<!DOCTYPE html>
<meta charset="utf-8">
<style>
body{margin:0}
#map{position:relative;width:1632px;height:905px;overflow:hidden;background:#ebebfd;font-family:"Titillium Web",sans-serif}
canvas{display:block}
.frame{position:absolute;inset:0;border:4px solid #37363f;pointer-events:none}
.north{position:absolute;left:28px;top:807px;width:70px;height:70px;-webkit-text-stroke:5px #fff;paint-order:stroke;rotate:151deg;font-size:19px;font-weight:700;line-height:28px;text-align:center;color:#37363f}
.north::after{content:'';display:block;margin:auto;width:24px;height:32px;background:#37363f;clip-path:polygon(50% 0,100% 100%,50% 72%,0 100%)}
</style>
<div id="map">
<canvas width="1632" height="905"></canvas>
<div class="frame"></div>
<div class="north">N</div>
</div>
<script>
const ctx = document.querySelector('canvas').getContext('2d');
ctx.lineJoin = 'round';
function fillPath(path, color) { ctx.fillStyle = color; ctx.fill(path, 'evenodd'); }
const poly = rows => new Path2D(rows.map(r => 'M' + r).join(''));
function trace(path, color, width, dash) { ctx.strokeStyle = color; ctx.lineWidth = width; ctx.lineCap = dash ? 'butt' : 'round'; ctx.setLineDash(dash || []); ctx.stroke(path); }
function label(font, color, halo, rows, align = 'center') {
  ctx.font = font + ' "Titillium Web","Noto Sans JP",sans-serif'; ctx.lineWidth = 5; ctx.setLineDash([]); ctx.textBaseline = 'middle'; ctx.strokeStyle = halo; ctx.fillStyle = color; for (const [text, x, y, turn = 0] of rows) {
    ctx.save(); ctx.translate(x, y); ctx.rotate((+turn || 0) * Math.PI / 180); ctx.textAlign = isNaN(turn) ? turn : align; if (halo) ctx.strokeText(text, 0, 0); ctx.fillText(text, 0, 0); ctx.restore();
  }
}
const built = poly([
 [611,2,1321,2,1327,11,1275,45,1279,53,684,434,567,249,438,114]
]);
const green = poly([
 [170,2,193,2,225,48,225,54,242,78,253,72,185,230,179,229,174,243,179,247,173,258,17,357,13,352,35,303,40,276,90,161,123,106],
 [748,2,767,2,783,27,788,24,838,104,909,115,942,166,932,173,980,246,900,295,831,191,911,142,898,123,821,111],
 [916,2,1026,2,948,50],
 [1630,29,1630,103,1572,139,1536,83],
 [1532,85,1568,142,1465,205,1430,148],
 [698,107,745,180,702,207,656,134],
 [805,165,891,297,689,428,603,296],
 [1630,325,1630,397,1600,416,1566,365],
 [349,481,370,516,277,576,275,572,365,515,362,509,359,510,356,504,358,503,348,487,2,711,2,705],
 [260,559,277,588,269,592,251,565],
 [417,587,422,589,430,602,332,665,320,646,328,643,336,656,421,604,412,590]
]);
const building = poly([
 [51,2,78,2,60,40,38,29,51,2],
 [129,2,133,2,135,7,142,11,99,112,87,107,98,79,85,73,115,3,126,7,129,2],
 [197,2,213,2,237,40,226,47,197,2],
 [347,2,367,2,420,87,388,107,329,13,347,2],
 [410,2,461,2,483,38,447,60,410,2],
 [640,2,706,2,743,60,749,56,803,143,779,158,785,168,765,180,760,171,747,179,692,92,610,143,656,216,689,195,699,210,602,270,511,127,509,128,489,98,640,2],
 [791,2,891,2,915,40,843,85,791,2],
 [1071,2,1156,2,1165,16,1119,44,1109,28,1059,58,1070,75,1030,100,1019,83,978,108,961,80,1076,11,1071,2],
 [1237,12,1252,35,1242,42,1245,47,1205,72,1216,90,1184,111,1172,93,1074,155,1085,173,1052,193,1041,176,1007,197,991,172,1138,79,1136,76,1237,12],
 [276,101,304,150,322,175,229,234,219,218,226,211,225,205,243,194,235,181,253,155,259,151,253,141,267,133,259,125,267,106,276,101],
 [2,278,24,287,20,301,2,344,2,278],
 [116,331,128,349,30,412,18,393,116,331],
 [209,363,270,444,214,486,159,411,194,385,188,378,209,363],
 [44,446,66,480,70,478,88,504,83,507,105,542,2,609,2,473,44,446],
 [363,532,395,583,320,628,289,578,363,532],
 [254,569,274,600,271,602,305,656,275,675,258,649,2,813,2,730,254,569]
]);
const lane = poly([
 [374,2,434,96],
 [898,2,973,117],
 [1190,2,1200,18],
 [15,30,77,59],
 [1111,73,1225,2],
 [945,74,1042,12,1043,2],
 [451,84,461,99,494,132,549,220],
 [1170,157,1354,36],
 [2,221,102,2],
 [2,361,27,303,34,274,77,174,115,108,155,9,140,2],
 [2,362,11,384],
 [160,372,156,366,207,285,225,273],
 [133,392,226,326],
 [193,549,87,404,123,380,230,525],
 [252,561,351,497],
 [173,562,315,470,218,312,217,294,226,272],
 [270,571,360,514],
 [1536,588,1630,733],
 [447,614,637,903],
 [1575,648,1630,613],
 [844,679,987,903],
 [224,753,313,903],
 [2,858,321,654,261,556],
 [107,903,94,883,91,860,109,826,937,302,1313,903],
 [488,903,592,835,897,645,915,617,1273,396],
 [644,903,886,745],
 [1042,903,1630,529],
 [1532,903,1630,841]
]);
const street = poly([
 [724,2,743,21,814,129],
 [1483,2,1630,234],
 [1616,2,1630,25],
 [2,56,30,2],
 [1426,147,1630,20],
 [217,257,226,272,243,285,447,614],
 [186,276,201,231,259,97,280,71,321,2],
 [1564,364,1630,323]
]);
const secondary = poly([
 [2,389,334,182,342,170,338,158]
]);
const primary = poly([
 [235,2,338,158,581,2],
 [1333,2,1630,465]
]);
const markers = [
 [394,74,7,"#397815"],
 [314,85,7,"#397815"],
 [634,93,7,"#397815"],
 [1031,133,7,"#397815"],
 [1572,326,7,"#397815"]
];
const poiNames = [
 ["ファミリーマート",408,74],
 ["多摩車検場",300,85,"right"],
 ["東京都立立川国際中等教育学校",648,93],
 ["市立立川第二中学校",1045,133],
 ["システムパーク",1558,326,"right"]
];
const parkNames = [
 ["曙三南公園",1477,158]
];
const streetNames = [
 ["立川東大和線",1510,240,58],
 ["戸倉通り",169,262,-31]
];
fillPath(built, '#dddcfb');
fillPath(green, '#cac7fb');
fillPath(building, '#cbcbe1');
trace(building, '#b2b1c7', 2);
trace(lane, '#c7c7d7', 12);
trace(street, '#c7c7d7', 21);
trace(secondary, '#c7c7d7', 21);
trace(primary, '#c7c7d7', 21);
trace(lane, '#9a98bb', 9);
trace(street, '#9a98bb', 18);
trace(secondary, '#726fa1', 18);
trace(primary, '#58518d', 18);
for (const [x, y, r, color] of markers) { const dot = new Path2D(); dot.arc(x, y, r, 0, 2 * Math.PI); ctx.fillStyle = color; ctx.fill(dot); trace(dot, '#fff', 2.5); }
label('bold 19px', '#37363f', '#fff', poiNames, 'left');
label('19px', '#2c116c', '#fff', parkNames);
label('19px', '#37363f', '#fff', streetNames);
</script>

Task description:
Gather and copy every line of the data in which the string "function" is found.

Answer space:
function fillPath(path, color) { ctx.fillStyle = color; ctx.fill(path, 'evenodd'); }
function trace(path, color, width, dash) { ctx.strokeStyle = color; ctx.lineWidth = width; ctx.lineCap = dash ? 'butt' : 'round'; ctx.setLineDash(dash || []); ctx.stroke(path); }
function label(font, color, halo, rows, align = 'center') {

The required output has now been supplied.